YOUR ASSIGNMENT.
Return the count of lines in the records that include the string "Västhagagatan", and nothing besides it.
*** RECORDS PROVIDED
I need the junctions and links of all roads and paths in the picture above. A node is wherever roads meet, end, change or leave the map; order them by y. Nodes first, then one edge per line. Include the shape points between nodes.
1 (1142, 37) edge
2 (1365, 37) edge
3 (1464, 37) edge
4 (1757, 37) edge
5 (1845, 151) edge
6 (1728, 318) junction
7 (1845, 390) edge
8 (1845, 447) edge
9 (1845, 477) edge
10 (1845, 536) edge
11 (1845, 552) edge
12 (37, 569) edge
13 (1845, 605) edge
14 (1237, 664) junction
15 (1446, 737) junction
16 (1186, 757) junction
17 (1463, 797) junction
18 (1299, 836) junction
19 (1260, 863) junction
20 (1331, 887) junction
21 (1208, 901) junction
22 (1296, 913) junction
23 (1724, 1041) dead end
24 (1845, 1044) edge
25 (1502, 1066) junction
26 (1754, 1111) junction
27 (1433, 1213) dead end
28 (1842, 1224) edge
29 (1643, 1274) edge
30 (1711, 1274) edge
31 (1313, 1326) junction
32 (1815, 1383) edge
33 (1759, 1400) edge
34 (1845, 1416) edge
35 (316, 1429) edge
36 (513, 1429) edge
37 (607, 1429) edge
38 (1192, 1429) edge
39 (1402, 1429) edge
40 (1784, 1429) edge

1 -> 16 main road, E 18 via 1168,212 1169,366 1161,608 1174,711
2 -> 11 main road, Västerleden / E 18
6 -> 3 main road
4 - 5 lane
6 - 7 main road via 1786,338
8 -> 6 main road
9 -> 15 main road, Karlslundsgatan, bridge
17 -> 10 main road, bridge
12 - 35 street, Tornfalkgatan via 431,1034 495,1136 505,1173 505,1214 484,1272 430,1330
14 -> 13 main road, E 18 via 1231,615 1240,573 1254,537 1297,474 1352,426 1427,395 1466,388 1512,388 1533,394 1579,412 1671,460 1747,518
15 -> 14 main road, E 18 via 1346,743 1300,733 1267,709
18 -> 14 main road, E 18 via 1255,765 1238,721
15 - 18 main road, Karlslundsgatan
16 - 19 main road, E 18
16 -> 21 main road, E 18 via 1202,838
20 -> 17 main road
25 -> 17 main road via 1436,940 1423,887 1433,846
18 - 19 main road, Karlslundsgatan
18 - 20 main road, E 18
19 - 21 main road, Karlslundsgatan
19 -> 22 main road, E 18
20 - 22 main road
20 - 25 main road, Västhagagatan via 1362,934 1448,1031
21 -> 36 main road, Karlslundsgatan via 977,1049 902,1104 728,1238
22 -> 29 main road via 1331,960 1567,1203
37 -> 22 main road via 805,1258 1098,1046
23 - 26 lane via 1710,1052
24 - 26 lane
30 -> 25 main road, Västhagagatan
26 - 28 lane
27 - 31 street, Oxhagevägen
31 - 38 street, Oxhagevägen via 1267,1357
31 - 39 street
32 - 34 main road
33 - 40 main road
******
TASK SOLUTION.
2